A ordem atende a ação civil pública da Promotoria Regional do Meio Ambiente de Tietê/Sorocaba. O processo reúne inspeções, autos de infração, relatórios técnicos e laudo do centro de apoio do Ministério Público. A Cetesb e a reguladora Ares-PCJ já haviam identificado irregularidades recorrentes no sistema municipal.
As fiscalizações registraram esgoto sem tratamento, efluentes fora dos padrões, extravasamentos e falhas estruturais em estações. Embora Tietê tenha elevado índice de coleta, a Promotoria descreveu a eficiência real do tratamento como praticamente inexistente devido aos problemas operacionais. Coletar não equivale a despoluir.

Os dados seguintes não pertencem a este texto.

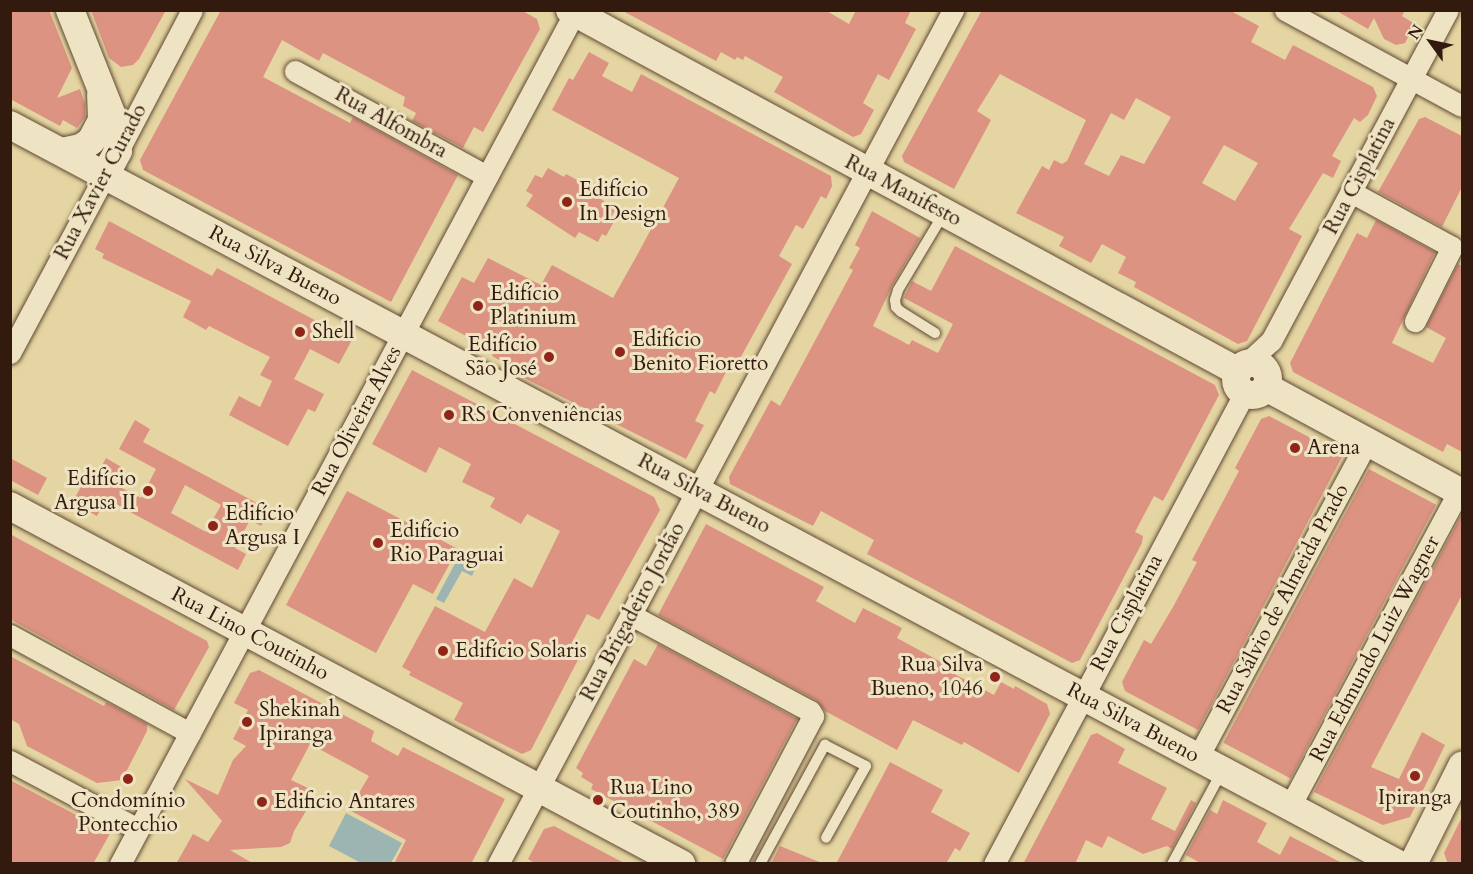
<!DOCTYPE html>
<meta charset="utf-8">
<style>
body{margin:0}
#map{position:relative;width:1473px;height:874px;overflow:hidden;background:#e5d5a2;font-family:Cardo,serif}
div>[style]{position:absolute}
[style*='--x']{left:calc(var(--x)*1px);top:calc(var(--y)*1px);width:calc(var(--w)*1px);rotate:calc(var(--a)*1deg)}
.water>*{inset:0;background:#9cb5b2}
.building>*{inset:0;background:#dd9382;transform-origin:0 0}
.roads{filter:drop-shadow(0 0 2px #604934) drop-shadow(0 0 2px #604934)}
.lane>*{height:10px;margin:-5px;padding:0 5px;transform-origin:5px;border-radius:5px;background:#eee4c3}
.street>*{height:21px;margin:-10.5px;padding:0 10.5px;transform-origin:10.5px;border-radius:10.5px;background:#eee4c3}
.secondary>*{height:28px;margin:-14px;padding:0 14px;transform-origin:14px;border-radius:14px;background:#eee4c3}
.secondary>.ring{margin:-14px;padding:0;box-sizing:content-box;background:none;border:28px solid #eee4c3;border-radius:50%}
.dots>*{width:16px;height:16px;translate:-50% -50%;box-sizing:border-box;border:3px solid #eee4c3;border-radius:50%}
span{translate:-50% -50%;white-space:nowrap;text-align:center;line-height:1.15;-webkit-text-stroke:6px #eee4c3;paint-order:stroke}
.street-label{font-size:21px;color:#331a0f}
.poi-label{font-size:21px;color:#331a0f}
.left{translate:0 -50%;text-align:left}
.right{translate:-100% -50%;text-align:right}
.frame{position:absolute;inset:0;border:12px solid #331a0f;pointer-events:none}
.north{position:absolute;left:1401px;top:12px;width:60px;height:60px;-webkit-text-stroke:4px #eee4c3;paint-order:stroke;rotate:303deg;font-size:16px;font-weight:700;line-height:24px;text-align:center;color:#331a0f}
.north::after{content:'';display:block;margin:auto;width:21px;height:27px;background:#331a0f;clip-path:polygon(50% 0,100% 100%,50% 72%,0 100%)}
</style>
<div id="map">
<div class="water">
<div style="clip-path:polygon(458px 558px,476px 567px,472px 576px,462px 571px,444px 603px,436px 599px)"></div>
<div style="clip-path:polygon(346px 813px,402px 843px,391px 863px,361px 863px,329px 846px)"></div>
</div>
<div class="building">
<div style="clip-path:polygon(10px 10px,49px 10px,72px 68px,57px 98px,80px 89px,85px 104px,85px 117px,77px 128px,63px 120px,60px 126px,10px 99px)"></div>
<div style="clip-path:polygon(91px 10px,166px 10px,139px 59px,133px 65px,121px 67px,109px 58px)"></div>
<div style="clip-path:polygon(221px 10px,521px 10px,537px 19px,540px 29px,483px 132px,474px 127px,463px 148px,412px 121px,416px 113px,403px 106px,405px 97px,323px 53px,319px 61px,282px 40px,263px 77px,350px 123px,353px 117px,458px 175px,391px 302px,143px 170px,140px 160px)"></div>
<div style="clip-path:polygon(621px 10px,825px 10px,849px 24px,856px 10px,911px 10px,905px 23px,916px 29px,889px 80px,878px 74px,863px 103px,874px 110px,861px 134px,853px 137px,774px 92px,783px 77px,745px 56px,743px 60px,737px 57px,735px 60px,721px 52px,716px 61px)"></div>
<div style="clip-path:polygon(evenodd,982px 10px,1229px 10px,1259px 26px,1251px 42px,1285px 60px,1293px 45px,1373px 87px,1377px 96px,1368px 115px,1360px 122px,1354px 118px,1332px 156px,1341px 161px,1333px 178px,1323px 173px,1289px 229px,1302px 236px,1247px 341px,1238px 344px,1134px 287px,1136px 282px,1118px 273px,1126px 257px,1102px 244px,1091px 263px,1059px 246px,1064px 237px,1016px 213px,1042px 166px,1049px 170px,1054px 160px,1062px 164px,1067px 161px,1086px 120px,1000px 74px,977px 111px,991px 120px,954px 189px,904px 162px,902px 156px,982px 10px,1136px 98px,1171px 117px,1144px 164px,1121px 155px,1109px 176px,1084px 164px,1111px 113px,1124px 120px,1136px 98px,982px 10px,1224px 145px,1258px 163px,1235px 201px,1202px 183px,1224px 145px)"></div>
<div style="clip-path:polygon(1335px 10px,1405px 10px,1402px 16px,1415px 24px,1405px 43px,1396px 45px,1384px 39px,1374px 18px,1368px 29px)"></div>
<div style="clip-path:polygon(589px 52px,609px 63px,602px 76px,632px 92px,641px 74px,831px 176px,832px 186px,826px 199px,821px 196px,803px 229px,796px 225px,779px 256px,792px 264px,732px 373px,727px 370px,715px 394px,710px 391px,695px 421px,704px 425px,686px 459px,524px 378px,526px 375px,492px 356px,494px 351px,438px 321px,462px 277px,474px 283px,488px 258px,541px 285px,552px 265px,613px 298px,636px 257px,679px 178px,552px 110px,569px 78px,573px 80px)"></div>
<div style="clip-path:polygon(1425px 117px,1462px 136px,1462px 187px,1442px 227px,1378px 192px,1419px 119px)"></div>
<div style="clip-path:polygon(548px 168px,564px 177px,566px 174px,600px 192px,597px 197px,616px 208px,612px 216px,616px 218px,606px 236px,602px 234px,598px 242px,579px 232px,575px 238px,526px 206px,533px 195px,526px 191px,535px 175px,542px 178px)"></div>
<div style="clip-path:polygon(872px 211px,920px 238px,892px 286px,873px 326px,898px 339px,909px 345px,912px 340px,938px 353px,953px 324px,904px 298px,912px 281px,931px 291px,955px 246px,1215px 385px,1219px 395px,1163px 501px,1154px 496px,1135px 532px,1143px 536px,1142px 543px,1080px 660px,1072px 663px,867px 554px,874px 540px,821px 511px,813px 526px,730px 484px,729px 477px,771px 400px,780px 406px,853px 270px,849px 268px,860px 248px,855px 245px)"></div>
<div style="clip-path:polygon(1376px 220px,1435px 252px,1392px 343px,1433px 363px,1446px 338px,1426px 327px,1458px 264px,1462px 266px,1462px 452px,1447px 444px,1443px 452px,1293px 372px,1290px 363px,1357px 233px,1367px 238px)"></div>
<div style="clip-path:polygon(109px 221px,212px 276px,217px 268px,352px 340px,339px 364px,310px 349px,294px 379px,324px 394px,315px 412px,308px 409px,288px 446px,229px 415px,239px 396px,260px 407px,272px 381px,260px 375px,270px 357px,209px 326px,206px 330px,183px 317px,191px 301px,102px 258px,104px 254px,95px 249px)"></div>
<div style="clip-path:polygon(412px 370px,654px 497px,660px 510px,599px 620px,587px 614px,568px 650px,580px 656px,531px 750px,522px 754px,454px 720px,463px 703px,409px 675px,411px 672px,402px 667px,435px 606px,485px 632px,514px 578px,532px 588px,560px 531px,527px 514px,521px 524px,490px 507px,495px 498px,462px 482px,471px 464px,439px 447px,426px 473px,372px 444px)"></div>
<div style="clip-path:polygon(1269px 416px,1343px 455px,1198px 730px,1125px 691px,1122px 682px,1144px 640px,1151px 644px,1173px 607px,1197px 562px,1192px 560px,1239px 471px,1235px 468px,1261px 419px)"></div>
<div style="clip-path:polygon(evenodd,135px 420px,150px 429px,143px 442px,270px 510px,261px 526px,250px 520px,235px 548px,246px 554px,238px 570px,106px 499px,97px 516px,72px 503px,90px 470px,99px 471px,106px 458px,123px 468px,114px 484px,141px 498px,156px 469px,119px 449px,135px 420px,185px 485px,221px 505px,206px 532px,171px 513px,185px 485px)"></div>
<div style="clip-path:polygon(10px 458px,47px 478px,38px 495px,10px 480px)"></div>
<div style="left:1369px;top:469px;width:76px;height:310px;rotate:28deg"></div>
<div style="clip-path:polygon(347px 491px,458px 549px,433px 594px,413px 584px,376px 653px,286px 605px)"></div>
<div style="clip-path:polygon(1462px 514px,1462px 595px,1371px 767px,1399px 779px,1422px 732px,1445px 745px,1410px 817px,1383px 825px,1314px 792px)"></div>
<div style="clip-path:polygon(706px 524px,824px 587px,816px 601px,855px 623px,863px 608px,902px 628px,897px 638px,943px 663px,941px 667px,994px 695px,1001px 682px,1014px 689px,1015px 686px,1047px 704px,1050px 714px,1019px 773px,964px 742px,962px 745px,913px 720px,897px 750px,825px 711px,816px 700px,658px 615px)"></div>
<div style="clip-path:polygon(10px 534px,207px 641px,209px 647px,174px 710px,10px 619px)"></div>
<div style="clip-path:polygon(658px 644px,797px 719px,723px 859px,591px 789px,593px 784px,581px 777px,583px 773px,576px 768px,634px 659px,646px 666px)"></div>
<div style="clip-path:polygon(10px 656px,104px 706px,106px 702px,147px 724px,147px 731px,122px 780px,97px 783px,27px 746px,19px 724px,10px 719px)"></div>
<div style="clip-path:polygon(259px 670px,374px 731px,371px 741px,398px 756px,403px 747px,505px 799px,471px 864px,394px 864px,406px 840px,349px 810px,369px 776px,310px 744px,291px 780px,308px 788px,312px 801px,294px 831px,290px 843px,281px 847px,230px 850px,254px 864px,176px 864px,193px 834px,208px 842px,222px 821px,185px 779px,218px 795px,233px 760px,246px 746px,233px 739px,248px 710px,234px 703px,250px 673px)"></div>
<div style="clip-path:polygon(1097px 733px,1125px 749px,1118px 763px,1167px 788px,1151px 819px,1175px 831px,1191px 800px,1196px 803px,1172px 849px,1167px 846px,1143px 854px,1108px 836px,1102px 848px,1086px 840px,1075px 864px,1023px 864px,1091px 735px)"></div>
<div style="clip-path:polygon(890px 762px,943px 790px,931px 812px,970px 833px,960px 851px,955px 848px,946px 864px,836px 864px)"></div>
<div style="clip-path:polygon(10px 780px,80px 817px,82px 813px,112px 830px,93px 864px,10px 864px)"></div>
<div style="clip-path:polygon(1223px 800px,1267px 823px,1257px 842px,1280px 855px,1290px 836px,1344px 864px,1202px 864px,1186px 855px,1210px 810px,1217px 814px)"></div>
<div style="clip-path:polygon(1462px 817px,1462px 864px,1448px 864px,1444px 853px)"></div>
<div style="clip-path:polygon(554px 826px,626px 864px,536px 864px,528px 859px,544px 829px)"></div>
<div style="clip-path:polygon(780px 846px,822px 863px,822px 864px,771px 864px)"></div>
</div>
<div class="roads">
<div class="lane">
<div style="--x:935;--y:333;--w:40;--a:-148"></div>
<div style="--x:901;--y:312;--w:7;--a:-135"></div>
<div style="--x:896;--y:307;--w:7;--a:-98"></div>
<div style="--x:895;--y:300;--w:10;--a:-73"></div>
<div style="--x:898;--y:290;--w:90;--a:-59.1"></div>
<div style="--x:760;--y:864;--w:136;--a:-61.4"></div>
<div style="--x:825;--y:745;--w:46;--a:27.1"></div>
<div style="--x:866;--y:766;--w:82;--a:119.1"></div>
<div style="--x:1172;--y:864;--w:106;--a:-61.7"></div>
</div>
<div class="street">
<div style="--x:1285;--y:10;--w:201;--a:28.5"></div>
<div style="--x:295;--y:71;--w:219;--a:28.7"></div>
<div style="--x:118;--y:151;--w:159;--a:-62.3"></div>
<div style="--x:1351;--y:192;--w:115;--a:28.6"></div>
<div style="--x:1452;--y:247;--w:83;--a:116.6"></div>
<div style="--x:10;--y:353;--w:202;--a:-61.9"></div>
<div style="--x:1247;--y:363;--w:33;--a:-43"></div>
<div style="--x:1271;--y:341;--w:375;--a:-61.9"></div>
<div style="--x:631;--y:615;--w:203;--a:28.2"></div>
<div style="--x:810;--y:711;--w:6;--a:59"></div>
<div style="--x:813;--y:716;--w:167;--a:117.8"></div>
<div style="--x:10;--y:635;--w:205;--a:28.6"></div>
<div style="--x:1198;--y:757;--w:357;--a:-61.8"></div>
<div style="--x:10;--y:761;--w:145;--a:28"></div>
<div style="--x:1290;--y:806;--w:357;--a:-61.8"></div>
<div style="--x:120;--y:864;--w:968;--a:-61.9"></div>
<div style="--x:498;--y:864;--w:968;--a:-61.95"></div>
<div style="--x:994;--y:864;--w:532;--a:-61.99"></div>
</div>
<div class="secondary">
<div style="--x:70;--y:10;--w:122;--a:68.3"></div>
<div style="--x:115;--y:123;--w:28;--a:84"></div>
<div style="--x:118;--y:151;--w:27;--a:118"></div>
<div style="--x:570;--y:10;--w:758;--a:28.42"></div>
<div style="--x:10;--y:125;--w:1572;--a:28.03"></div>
<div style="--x:62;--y:152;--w:19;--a:-12"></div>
<div style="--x:81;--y:148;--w:12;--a:-35"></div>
<div style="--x:91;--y:141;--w:24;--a:-62"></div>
<div style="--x:102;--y:120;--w:25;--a:-92"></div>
<div class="ring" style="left:1236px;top:363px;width:4px;height:4px"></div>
<div style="--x:1266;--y:387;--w:223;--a:28.4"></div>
<div style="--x:10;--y:506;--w:761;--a:28.08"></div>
<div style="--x:1413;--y:864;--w:110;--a:-63.4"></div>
</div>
</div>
<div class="dots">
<div style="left:567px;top:202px;background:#8f2418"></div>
<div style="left:478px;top:306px;background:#8f2418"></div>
<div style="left:300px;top:332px;background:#8f2418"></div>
<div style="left:620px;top:352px;background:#8f2418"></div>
<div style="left:549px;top:357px;background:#8f2418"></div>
<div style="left:449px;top:415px;background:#8f2418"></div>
<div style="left:1295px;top:448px;background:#8f2418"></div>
<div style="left:148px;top:491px;background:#8f2418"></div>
<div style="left:213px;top:526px;background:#8f2418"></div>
<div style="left:378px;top:543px;background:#8f2418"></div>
<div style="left:443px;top:651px;background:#8f2418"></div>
<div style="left:995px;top:677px;background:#8f2418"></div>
<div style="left:247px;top:722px;background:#8f2418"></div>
<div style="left:1415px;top:776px;background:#8f2418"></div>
<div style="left:128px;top:779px;background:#8f2418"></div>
<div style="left:598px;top:800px;background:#8f2418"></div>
<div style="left:262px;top:802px;background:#8f2418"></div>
</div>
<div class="street-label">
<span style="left:391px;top:123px;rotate:29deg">Rua Alfombra</span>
<span style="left:1360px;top:176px;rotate:-62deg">Rua Cisplatina</span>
<span style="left:101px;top:182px;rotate:-62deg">Rua Xavier Curado</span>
<span style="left:903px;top:191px;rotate:28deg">Rua Manifesto</span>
<span style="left:275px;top:266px;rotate:28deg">Rua Silva Bueno</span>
<span style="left:357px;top:421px;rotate:-62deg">Rua Oliveira Alves</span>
<span style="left:704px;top:494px;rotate:28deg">Rua Silva Bueno</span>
<span style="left:1283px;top:599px;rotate:-62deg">Rua Sálvio de Almeida Prado</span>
<span style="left:633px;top:612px;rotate:-62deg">Rua Brigadeiro Jordão</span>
<span style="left:1127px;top:613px;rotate:-62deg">Rua Cisplatina</span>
<span style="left:250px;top:634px;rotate:28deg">Rua Lino Coutinho</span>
<span style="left:1375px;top:649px;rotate:-62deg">Rua Edmundo Luiz Wagner</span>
<span style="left:1133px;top:723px;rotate:28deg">Rua Silva Bueno</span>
</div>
<div class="poi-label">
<span class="left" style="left:579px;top:202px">Edifício<br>In Design</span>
<span class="left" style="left:490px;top:306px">Edifício<br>Platinium</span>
<span class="left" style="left:312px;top:332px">Shell</span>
<span class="left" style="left:632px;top:352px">Edifício<br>Benito Fioretto</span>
<span class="right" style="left:537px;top:357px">Edifício<br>São José</span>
<span class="left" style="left:461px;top:415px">RS Conveniências</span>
<span class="left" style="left:1307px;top:448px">Arena</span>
<span class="right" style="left:136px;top:491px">Edifício<br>Argusa II</span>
<span class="left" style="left:225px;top:526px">Edifício<br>Argusa I</span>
<span class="left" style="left:390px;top:543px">Edifício<br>Rio Paraguai</span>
<span class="left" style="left:455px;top:651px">Edifício Solaris</span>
<span class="right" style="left:983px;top:677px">Rua Silva<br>Bueno, 1046</span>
<span class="left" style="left:259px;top:722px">Shekinah<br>Ipiranga</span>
<span class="left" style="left:610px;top:800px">Rua Lino<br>Coutinho, 389</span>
<span style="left:1415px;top:798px">Ipiranga</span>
<span style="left:128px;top:813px">Condomínio<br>Pontecchio</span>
<span class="left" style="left:274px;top:802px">Edificio Antares</span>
</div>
<div class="frame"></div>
<div class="north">N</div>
</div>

Os promotores afirmam que não se trata de acidente isolado nem de poluição por um único ator privado, mas de falhas persistentes da infraestrutura pública. Portanto, não basta fechar um ponto de lançamento; capacidade, manutenção e conformidade precisam ser recuperadas em toda a cadeia sanitária.
A liminar exige medidas emergenciais, sobretudo nas ETEs Central, Bertola, Terra Nova e Bonanza, além de elevatórias com histórico de extravasamentos. O primeiro indicador será a interrupção efetiva dos lançamentos durante os reparos, sem simplesmente deslocar a poluição para outro ponto da bacia.
O município e o Samae têm 60 dias para apresentar plano integrado de regularização e recapacitação, com obras, manutenção, prazos e adequação técnica e ambiental. Como a decisão é provisória, o processo continua; a prefeitura informou que se manifestaria após atualizar os dados.
A Justiça também determinou monitoramento laboratorial permanente dos efluentes e cursos receptores. Os resultados devem ser enviados ao tribunal e publicados mensalmente nos sites da prefeitura e do Samae até pelo menos 3 de agosto de 2027. A transparência permitirá avaliar qualidade da água, continuidade operacional e cumprimento verificável.